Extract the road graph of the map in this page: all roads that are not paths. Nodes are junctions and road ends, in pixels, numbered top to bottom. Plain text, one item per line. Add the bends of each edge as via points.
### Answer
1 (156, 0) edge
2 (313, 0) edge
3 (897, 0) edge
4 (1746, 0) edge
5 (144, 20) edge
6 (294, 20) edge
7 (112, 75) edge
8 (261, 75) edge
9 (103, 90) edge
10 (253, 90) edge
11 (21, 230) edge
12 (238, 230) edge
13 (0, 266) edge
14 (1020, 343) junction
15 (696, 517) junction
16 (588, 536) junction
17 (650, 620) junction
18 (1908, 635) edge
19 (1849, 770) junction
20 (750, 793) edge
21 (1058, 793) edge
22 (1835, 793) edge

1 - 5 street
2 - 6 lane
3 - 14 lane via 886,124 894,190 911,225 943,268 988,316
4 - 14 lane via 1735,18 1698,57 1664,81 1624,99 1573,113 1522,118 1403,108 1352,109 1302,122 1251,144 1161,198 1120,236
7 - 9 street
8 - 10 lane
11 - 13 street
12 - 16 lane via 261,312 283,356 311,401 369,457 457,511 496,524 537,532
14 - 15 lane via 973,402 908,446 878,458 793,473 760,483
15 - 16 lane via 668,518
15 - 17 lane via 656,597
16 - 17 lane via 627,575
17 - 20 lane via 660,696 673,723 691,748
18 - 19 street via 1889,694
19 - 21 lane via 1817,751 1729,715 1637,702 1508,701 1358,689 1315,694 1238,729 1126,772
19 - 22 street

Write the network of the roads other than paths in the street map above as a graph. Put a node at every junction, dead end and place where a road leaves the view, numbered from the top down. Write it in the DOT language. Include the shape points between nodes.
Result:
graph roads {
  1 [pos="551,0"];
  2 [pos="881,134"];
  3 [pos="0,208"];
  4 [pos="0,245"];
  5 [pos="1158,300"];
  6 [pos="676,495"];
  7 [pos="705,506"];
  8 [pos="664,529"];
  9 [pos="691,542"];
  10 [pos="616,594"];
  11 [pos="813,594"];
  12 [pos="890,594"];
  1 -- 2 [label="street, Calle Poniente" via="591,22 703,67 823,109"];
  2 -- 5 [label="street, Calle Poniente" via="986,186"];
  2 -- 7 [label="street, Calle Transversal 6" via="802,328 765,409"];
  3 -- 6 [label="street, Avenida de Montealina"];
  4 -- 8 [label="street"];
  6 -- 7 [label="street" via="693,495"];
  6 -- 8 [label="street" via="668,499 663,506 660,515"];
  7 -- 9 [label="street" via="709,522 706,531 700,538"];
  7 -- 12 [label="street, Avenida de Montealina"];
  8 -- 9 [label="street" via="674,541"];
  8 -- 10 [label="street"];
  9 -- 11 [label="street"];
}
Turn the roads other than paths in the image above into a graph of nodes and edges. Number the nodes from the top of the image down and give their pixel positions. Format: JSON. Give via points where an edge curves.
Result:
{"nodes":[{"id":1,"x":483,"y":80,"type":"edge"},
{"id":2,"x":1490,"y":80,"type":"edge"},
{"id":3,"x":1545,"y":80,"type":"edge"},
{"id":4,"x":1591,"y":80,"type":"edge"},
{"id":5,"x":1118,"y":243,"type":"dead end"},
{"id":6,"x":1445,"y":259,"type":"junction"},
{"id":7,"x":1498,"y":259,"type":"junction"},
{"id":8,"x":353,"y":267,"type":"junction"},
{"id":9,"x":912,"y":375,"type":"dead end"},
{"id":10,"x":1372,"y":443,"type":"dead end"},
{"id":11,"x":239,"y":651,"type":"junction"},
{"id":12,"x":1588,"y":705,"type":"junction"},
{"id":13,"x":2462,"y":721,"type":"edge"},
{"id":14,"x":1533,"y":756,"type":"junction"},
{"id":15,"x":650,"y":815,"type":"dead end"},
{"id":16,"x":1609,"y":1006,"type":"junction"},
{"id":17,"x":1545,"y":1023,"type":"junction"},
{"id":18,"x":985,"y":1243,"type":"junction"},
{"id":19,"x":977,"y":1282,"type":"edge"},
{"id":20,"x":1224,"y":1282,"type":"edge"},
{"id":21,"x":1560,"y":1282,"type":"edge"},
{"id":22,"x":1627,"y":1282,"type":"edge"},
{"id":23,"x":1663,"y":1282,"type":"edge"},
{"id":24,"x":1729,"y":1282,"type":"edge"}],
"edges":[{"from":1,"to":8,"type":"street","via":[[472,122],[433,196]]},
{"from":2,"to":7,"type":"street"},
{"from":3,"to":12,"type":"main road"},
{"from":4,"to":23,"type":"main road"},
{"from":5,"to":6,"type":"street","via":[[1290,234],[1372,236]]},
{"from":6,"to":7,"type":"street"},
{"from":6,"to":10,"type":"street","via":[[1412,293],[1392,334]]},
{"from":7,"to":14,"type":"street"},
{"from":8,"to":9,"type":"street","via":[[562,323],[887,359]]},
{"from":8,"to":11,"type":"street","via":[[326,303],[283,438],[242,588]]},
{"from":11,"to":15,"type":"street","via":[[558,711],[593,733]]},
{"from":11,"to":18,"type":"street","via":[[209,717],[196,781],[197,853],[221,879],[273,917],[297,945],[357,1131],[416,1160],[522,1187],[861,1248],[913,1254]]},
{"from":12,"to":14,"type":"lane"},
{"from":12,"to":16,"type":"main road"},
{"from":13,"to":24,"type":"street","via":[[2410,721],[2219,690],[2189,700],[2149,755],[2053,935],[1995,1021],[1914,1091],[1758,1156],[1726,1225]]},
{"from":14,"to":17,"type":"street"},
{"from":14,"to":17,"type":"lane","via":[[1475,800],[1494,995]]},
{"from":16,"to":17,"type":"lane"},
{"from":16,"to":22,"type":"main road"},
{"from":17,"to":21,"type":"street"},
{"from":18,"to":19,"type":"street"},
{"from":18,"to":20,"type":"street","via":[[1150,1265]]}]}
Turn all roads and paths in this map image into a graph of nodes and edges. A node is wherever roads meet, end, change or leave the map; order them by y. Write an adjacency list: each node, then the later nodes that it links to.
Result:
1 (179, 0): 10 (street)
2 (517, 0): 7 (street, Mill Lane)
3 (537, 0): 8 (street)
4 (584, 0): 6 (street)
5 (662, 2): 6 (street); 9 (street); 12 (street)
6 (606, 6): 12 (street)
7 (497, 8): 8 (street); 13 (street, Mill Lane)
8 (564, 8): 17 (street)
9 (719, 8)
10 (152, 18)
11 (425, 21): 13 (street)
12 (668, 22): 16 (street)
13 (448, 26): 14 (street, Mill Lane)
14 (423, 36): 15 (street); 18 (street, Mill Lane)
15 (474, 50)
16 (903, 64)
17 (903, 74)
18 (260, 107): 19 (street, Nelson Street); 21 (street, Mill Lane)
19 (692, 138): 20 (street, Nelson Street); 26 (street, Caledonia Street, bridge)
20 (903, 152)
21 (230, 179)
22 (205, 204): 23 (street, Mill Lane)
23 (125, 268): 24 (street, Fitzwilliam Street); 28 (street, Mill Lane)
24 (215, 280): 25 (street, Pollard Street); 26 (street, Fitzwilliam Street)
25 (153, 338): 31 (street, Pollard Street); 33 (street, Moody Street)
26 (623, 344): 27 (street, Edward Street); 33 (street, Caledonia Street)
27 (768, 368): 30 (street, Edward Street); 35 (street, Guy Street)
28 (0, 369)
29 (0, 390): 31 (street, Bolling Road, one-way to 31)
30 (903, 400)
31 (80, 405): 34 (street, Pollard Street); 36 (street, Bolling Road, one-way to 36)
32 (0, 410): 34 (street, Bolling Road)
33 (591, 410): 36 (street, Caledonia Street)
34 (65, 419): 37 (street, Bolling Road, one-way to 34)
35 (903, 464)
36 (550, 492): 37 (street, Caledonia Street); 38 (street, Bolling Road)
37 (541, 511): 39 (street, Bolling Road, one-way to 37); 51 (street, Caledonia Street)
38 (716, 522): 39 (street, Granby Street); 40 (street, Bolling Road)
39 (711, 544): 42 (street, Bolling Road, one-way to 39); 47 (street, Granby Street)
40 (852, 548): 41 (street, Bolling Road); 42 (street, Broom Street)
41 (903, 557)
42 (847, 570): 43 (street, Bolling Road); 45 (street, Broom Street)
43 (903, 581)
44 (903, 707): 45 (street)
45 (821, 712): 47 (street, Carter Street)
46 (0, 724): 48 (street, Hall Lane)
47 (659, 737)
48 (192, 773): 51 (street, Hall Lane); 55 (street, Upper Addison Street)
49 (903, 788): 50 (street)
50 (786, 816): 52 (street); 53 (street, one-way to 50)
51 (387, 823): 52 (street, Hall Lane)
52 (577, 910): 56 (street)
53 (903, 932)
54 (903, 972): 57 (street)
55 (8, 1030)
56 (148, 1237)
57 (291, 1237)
* * * *
--- Directions ---
For the records above, give the number of lines containing the string "down" and no other words.

--- Exercise output ---
2